Protein Engineering

Biography

Biography: Ram Samudrala

Abstract

We have developed a Computational Analysis of Novel Drug Opportunities (CANDO) platform funded by a 2010 NIH Director’s Pioneer Award that analyses compound-proteome interaction signatures to determine drug behaviour, in contrast to traditional single target approaches. The platform uses similarity of interaction signatures across all proteins as indicative of similar functional behaviour and non-similar signatures (or regions of signatures) as indicative of off- and anti-target (side) effects, in effect inferring homology of compound/drug behaviour at a proteomic level. We have created a matrix of predicted interactions between 3,733 human ingestible compounds (including FDA approved drugs and supplements) × 48,278 proteins using our hierarchical chem and bio-informatic fragment-based docking with dynamics protocol (from over one billion predicted interactions total). We applied our compound-proteome signature comparison and ranking approach to 2030 indications with one approved compound and yielded benchmarking accuracies of 12-25% for 1439 indications with more than approved compound.

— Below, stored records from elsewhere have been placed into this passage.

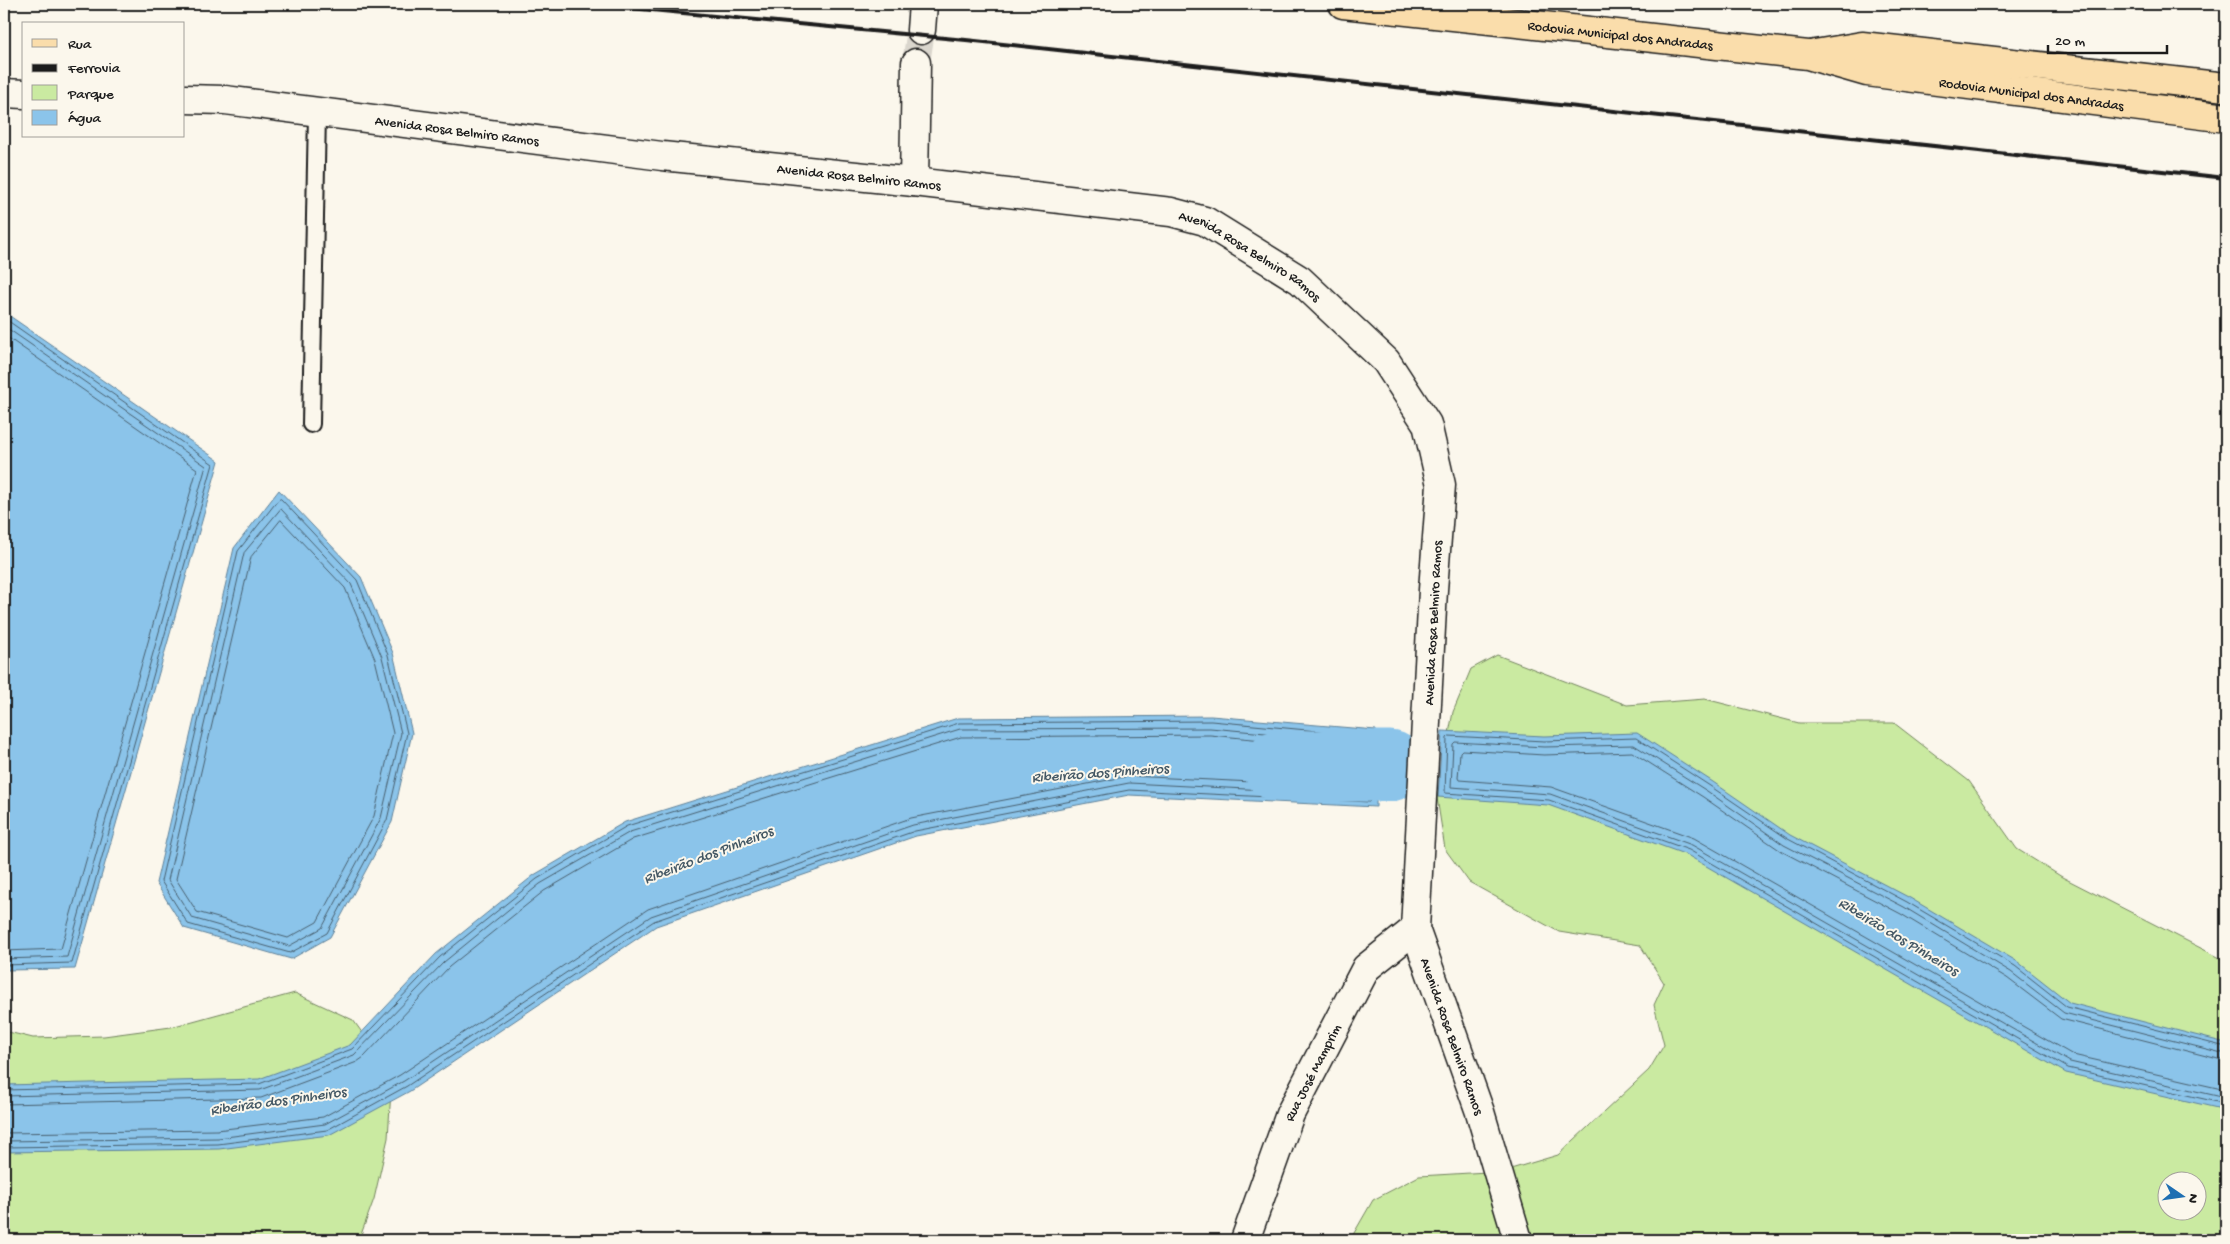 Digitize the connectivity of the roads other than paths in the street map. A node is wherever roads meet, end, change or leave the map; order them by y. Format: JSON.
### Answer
{"nodes":[{"id":1,"x":1343,"y":4,"type":"edge"},
{"id":2,"x":1808,"y":55,"type":"junction"},
{"id":3,"x":916,"y":63,"type":"tunnel mouth"},
{"id":4,"x":2226,"y":87,"type":"edge"},
{"id":5,"x":4,"y":93,"type":"edge"},
{"id":6,"x":22,"y":94,"type":"edge"},
{"id":7,"x":185,"y":99,"type":"edge"},
{"id":8,"x":317,"y":113,"type":"junction"},
{"id":9,"x":2226,"y":118,"type":"edge"},
{"id":10,"x":914,"y":182,"type":"junction"},
{"id":11,"x":311,"y":424,"type":"dead end"},
{"id":12,"x":1416,"y":929,"type":"junction"},
{"id":13,"x":1245,"y":1240,"type":"edge"},
{"id":14,"x":1518,"y":1240,"type":"edge"}],
"edges":[{"from":1,"to":2,"type":"main road","name":"Rodovia Municipal dos Andradas"},
{"from":2,"to":4,"type":"main road","name":"Rodovia Municipal dos Andradas"},
{"from":2,"to":9,"type":"main road","name":"Rodovia Municipal dos Andradas"},
{"from":3,"to":10,"type":"main road"},
{"from":5,"to":6,"type":"main road"},
{"from":7,"to":8,"type":"main road","name":"Avenida Rosa Belmiro Ramos"},
{"from":8,"to":10,"type":"main road","name":"Avenida Rosa Belmiro Ramos"},
{"from":8,"to":11,"type":"lane"},
{"from":10,"to":12,"type":"main road","name":"Avenida Rosa Belmiro Ramos"},
{"from":12,"to":13,"type":"main road","name":"Rua José Mamprim"},
{"from":12,"to":14,"type":"main road","name":"Avenida Rosa Belmiro Ramos"}]} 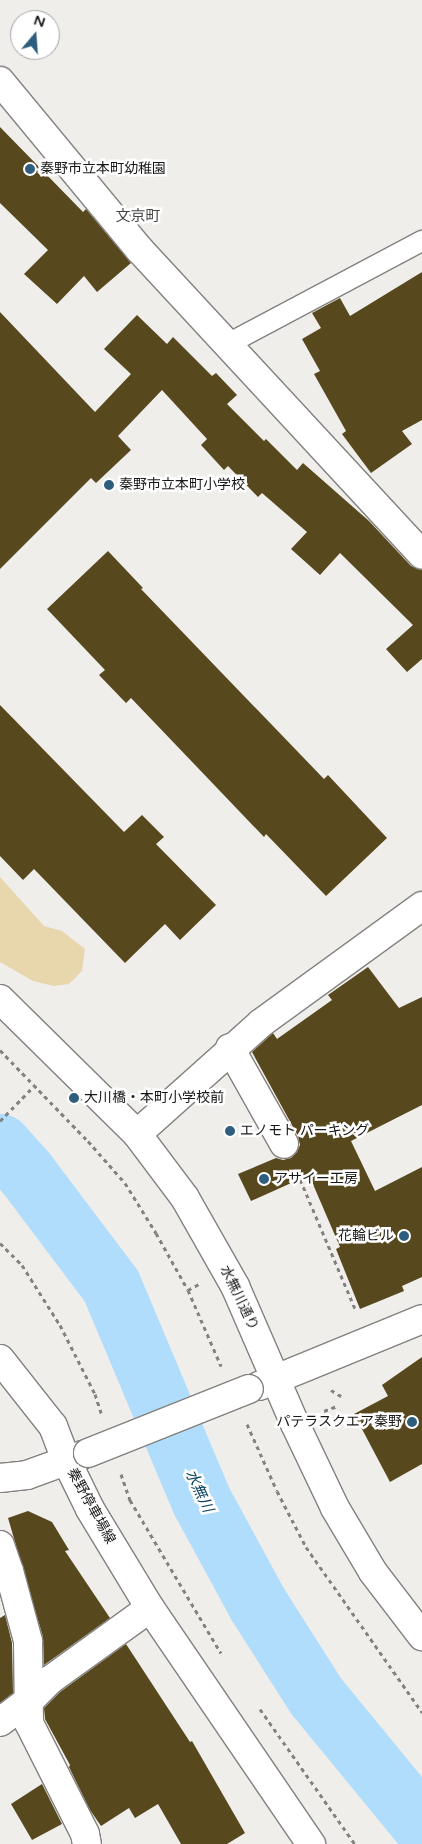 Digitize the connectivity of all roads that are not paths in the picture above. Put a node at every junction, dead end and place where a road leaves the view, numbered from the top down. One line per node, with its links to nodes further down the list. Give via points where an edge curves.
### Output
1 (0, 82): 3 (street, via 140,250)
2 (422, 241): 3 (lane)
3 (228, 344): 4 (street)
4 (422, 555)
5 (422, 906): 7 (street)
6 (0, 999): 8 (street, 水無川通り)
7 (230, 1048): 8 (street); 9 (street)
8 (137, 1134): 12 (street, 水無川通り, via 185,1198 231,1278)
9 (284, 1144)
10 (422, 1319): 12 (street, 秦野停車場線)
11 (0, 1359): 13 (street)
12 (276, 1379): 13 (street, 秦野停車場線, bridge); 17 (street, 水無川通り, via 335,1508 373,1572)
13 (78, 1457): 14 (street, via 28,1475); 16 (street, 秦野停車場線, via 90,1509)
14 (0, 1478)
15 (0, 1545): 18 (street, via 28,1641)
16 (150, 1608): 18 (street, via 50,1680); 21 (street, 秦野停車場線)
17 (422, 1636)
18 (31, 1699): 19 (street); 20 (street, via 29,1722)
19 (0, 1722)
20 (87, 1844)
21 (311, 1844) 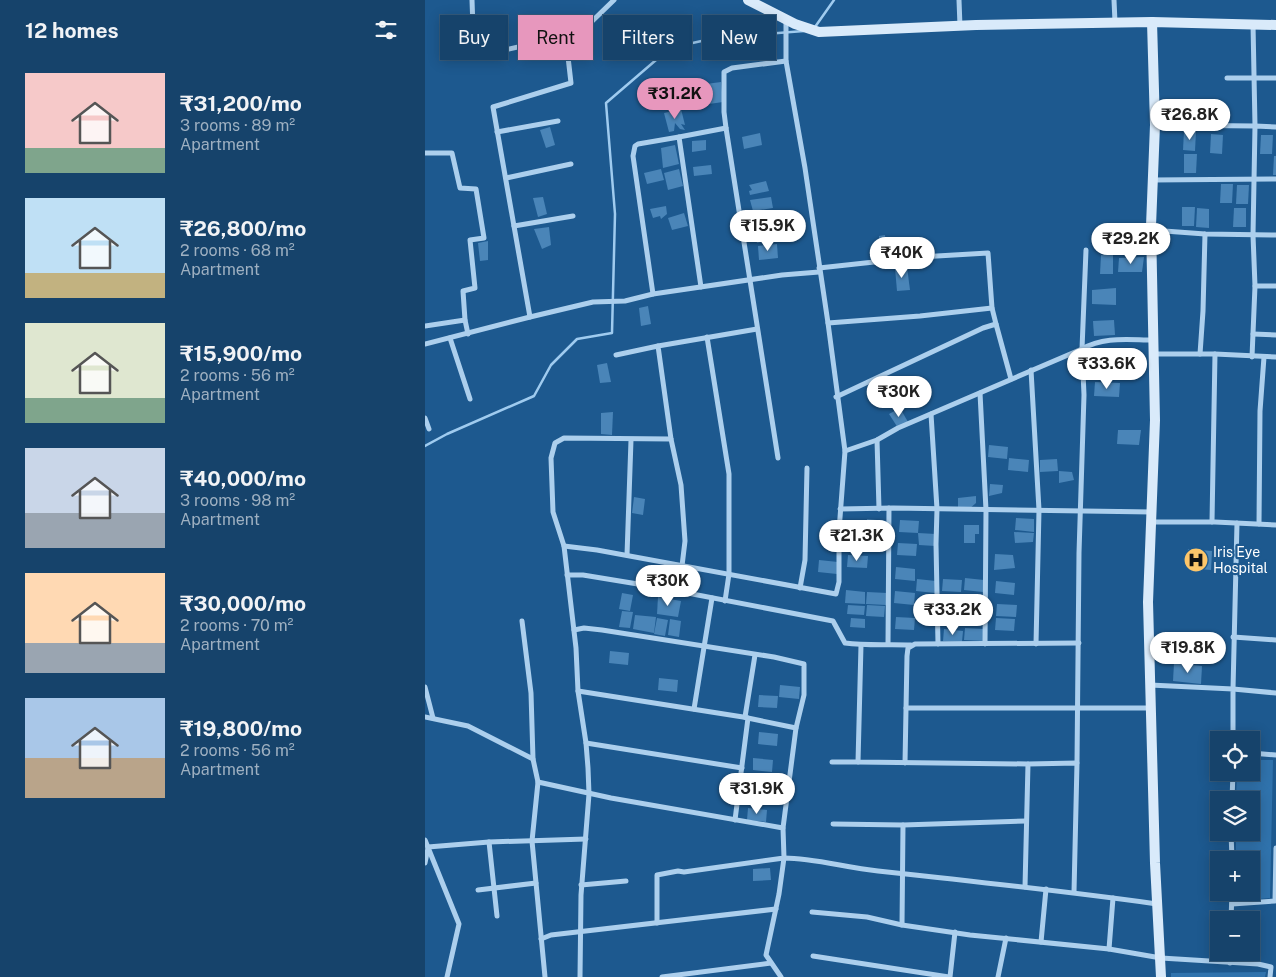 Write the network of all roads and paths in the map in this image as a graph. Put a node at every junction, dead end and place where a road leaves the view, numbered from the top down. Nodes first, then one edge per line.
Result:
1 (472, 0) edge
2 (614, 0) edge
3 (749, 0) edge
4 (959, 0) edge
5 (1115, 0) edge
6 (593, 21) edge
7 (1152, 22) junction
8 (1115, 23) junction
9 (1253, 23) junction
10 (789, 24) junction
11 (1276, 25) edge
12 (960, 26) junction
13 (518, 47) edge
14 (568, 60) edge
15 (786, 61) junction
16 (1227, 78) dead end
17 (1255, 78) junction
18 (1276, 78) edge
19 (558, 121) dead end
20 (1155, 125) junction
21 (1255, 126) junction
22 (1276, 126) edge
23 (726, 128) junction
24 (497, 132) junction
25 (679, 137) junction
26 (425, 153) edge
27 (571, 164) dead end
28 (506, 178) junction
29 (1254, 178) junction
30 (1276, 179) edge
31 (1153, 180) junction
32 (573, 216) dead end
33 (514, 226) junction
34 (1151, 230) junction
35 (1205, 234) junction
36 (1253, 235) junction
37 (1276, 235) edge
38 (1086, 250) dead end
39 (819, 270) junction
40 (751, 280) junction
41 (1255, 286) junction
42 (1276, 286) edge
43 (701, 287) junction
44 (653, 294) junction
45 (993, 308) junction
46 (530, 317) junction
47 (465, 320) junction
48 (828, 323) junction
49 (996, 324) junction
50 (425, 326) edge
51 (757, 329) junction
52 (468, 334) junction
53 (1253, 334) junction
54 (1276, 335) edge
55 (707, 337) junction
56 (450, 338) junction
57 (1153, 340) junction
58 (425, 344) edge
59 (658, 346) junction
60 (1082, 349) junction
61 (1153, 354) junction
62 (1200, 354) junction
63 (1215, 354) junction
64 (616, 355) dead end
65 (1252, 357) junction
66 (1264, 357) junction
67 (1276, 357) edge
68 (1031, 370) junction
69 (1011, 379) junction
70 (980, 393) junction
71 (836, 397) junction
72 (470, 399) dead end
73 (931, 414) junction
74 (425, 418) edge
75 (429, 429) dead end
76 (671, 439) junction
77 (631, 440) junction
78 (877, 440) junction
79 (845, 451) junction
80 (778, 458) dead end
81 (807, 468) dead end
82 (889, 508) junction
83 (840, 509) junction
84 (879, 509) junction
85 (937, 509) junction
86 (985, 510) junction
87 (1039, 510) junction
88 (1080, 510) junction
89 (1151, 517) junction
90 (1212, 522) junction
91 (1237, 523) junction
92 (1259, 524) junction
93 (1276, 525) edge
94 (564, 546) junction
95 (627, 555) junction
96 (683, 566) junction
97 (729, 574) junction
98 (567, 575) junction
99 (800, 588) junction
100 (712, 598) junction
101 (725, 601) junction
102 (523, 621) dead end
103 (574, 630) junction
104 (1233, 637) junction
105 (1276, 640) edge
106 (1079, 643) junction
107 (888, 644) junction
108 (937, 644) junction
109 (985, 644) junction
110 (1036, 644) junction
111 (861, 645) junction
112 (911, 645) junction
113 (704, 646) junction
114 (755, 655) junction
115 (1150, 685) junction
116 (425, 687) edge
117 (1233, 689) junction
118 (577, 690) junction
119 (1276, 693) edge
120 (906, 708) junction
121 (1077, 708) junction
122 (1151, 708) junction
123 (694, 709) junction
124 (425, 717) edge
125 (433, 718) junction
126 (746, 718) junction
127 (796, 728) junction
128 (1233, 731) edge
129 (586, 743) junction
130 (1260, 754) edge
131 (1276, 755) edge
132 (533, 759) junction
133 (832, 762) dead end
134 (858, 762) junction
135 (905, 763) junction
136 (1077, 763) junction
137 (1028, 764) junction
138 (742, 768) junction
139 (538, 782) junction
140 (589, 794) junction
141 (735, 820) junction
142 (1026, 821) junction
143 (833, 824) dead end
144 (903, 824) junction
145 (783, 828) junction
146 (586, 839) junction
147 (425, 840) edge
148 (532, 840) junction
149 (489, 842) junction
150 (428, 847) junction
151 (1276, 848) edge
152 (784, 858) junction
153 (425, 863) edge
154 (901, 873) junction
155 (626, 881) dead end
156 (536, 883) junction
157 (581, 885) junction
158 (1025, 887) junction
159 (494, 888) junction
160 (1046, 889) junction
161 (478, 890) dead end
162 (1074, 892) junction
163 (1113, 898) junction
164 (1275, 901) edge
165 (1157, 904) junction
166 (1232, 904) joint
167 (776, 909) junction
168 (1232, 911) edge
169 (812, 912) dead end
170 (497, 916) dead end
171 (657, 923) junction
172 (902, 925) junction
173 (580, 932) junction
174 (955, 932) junction
175 (1006, 938) junction
176 (541, 939) junction
177 (1041, 942) junction
178 (1109, 950) junction
179 (813, 956) dead end
180 (1161, 958) junction
181 (771, 963) junction
182 (1230, 963) joint
183 (1273, 966) edge
184 (447, 977) edge
185 (545, 977) edge
186 (580, 977) edge
187 (662, 977) edge
188 (781, 977) edge
189 (950, 977) edge
190 (998, 977) edge
191 (1161, 977) edge
192 (1271, 977) edge

1 - 13 street
2 - 6 street
3 - 10 street
4 - 12 street
5 - 8 street
7 - 8 street
7 - 9 street
7 - 20 street
8 - 12 street
9 - 11 street
9 - 17 street
10 - 12 street
10 - 15 street
14 - 24 street
15 - 23 street
15 - 39 street
16 - 17 street
17 - 18 street
17 - 21 street
19 - 24 street
20 - 21 street
20 - 31 street
21 - 22 street
21 - 29 street
23 - 25 street
23 - 40 street
24 - 28 street
25 - 43 street
25 - 44 street
26 - 47 street
27 - 28 street
28 - 33 street
29 - 30 street
29 - 31 street
29 - 36 street
31 - 34 street
32 - 33 street
33 - 46 street
34 - 35 street
34 - 57 street
35 - 36 street
35 - 62 street
36 - 37 street
36 - 41 street
38 - 60 street
39 - 40 street
39 - 45 street
39 - 48 street
40 - 43 street
40 - 51 street
41 - 42 street
41 - 53 street
43 - 44 street
44 - 46 street
45 - 48 street
45 - 49 street
46 - 52 street
47 - 50 street
47 - 52 street
48 - 71 street
49 - 69 street
49 - 71 street
51 - 55 street
51 - 80 street
52 - 56 street
53 - 54 street
53 - 65 street
55 - 59 street
55 - 97 street
56 - 58 street
56 - 72 street
57 - 60 street
57 - 61 street
59 - 64 street
59 - 76 street
60 - 68 street
60 - 88 street
61 - 62 street
61 - 89 street
62 - 63 street
63 - 65 street
63 - 90 street
65 - 66 street
66 - 67 street
66 - 92 street
68 - 69 street
68 - 87 street
69 - 70 street
70 - 73 street
70 - 86 street
71 - 79 street
73 - 78 street
73 - 85 street
74 - 75 street
76 - 77 street
76 - 96 street
77 - 94 street
77 - 95 street
78 - 79 street
78 - 84 street
79 - 83 street
81 - 99 street
82 - 84 street
82 - 85 street
82 - 107 street
83 - 84 street
83 - 99 street
85 - 86 street
85 - 108 street
86 - 87 street
86 - 109 street
87 - 88 street
87 - 110 street
88 - 89 street
88 - 106 street
89 - 90 street
89 - 115 street
90 - 91 street
91 - 92 street
91 - 104 street
92 - 93 street
94 - 95 street
94 - 98 street
95 - 96 street
96 - 97 street
97 - 99 street
97 - 101 street
98 - 100 street
98 - 103 street
100 - 101 street
100 - 113 street
101 - 111 street
102 - 132 street
103 - 113 street
103 - 118 street
104 - 105 street
104 - 117 street
106 - 110 street
106 - 121 street
107 - 111 street
107 - 112 street
108 - 109 street
108 - 112 street
109 - 110 street
111 - 134 street
112 - 120 street
113 - 114 street
113 - 123 street
114 - 126 street
114 - 127 street
115 - 117 street
115 - 122 street
116 - 125 street
117 - 119 street
117 - 128 street
118 - 123 street
118 - 129 street
120 - 121 street
120 - 135 street
121 - 122 street
121 - 136 street
122 - 165 street
123 - 126 street
124 - 125 street
125 - 132 street
126 - 127 street
126 - 138 street
127 - 145 street
129 - 138 street
129 - 140 street
130 - 131 street
132 - 139 street
133 - 134 street
134 - 135 street
135 - 137 street
136 - 137 street
136 - 162 street
137 - 142 street
138 - 141 street
139 - 140 street
139 - 148 street
140 - 141 street
140 - 146 street
141 - 145 street
142 - 144 street
142 - 158 street
143 - 144 street
144 - 154 street
145 - 152 street
146 - 148 street
146 - 157 street
147 - 150 street
148 - 149 street
148 - 156 street
149 - 150 street
149 - 159 street
150 - 153 street
150 - 184 street
151 - 164 street
152 - 154 street
152 - 167 street
152 - 171 street
154 - 158 street
154 - 172 street
155 - 157 street
156 - 159 street
156 - 176 street
157 - 173 street
158 - 160 street
159 - 161 street
159 - 170 street
160 - 162 street
160 - 177 street
162 - 163 street
163 - 165 street
163 - 178 street
164 - 166 street
165 - 180 street
166 - 168 street
167 - 171 street
167 - 181 street
169 - 172 street
171 - 173 street
172 - 174 street
173 - 176 street
173 - 186 street
174 - 175 street
174 - 189 street
175 - 177 street
175 - 190 street
176 - 185 street
177 - 178 street
178 - 180 street
179 - 189 street
180 - 182 street
180 - 191 street
181 - 187 street
181 - 188 street
182 - 183 street
183 - 192 street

We are prospectively validating \\\"high value\\\" predictions in vitro, in vivo, and by clinical studies for more than forty indications, including dental caries, dengue, tuberculosis, ovarian cancer, cholangiocarinomas, among many fothers. 58/163 (36%) predictions over twelve studies across ten indications show comparable or better activity to existing therapies, or micromolar inhibition at the cellular level, and serve as novel repurposeable therapies. Our approach is applicable to any compound beyond those approved by the FDA, and also include can readily consider mutations in protein structures to enable personalization based on genotype, foreshadowing a new era of faster, safer, better and cheaper drug discovery.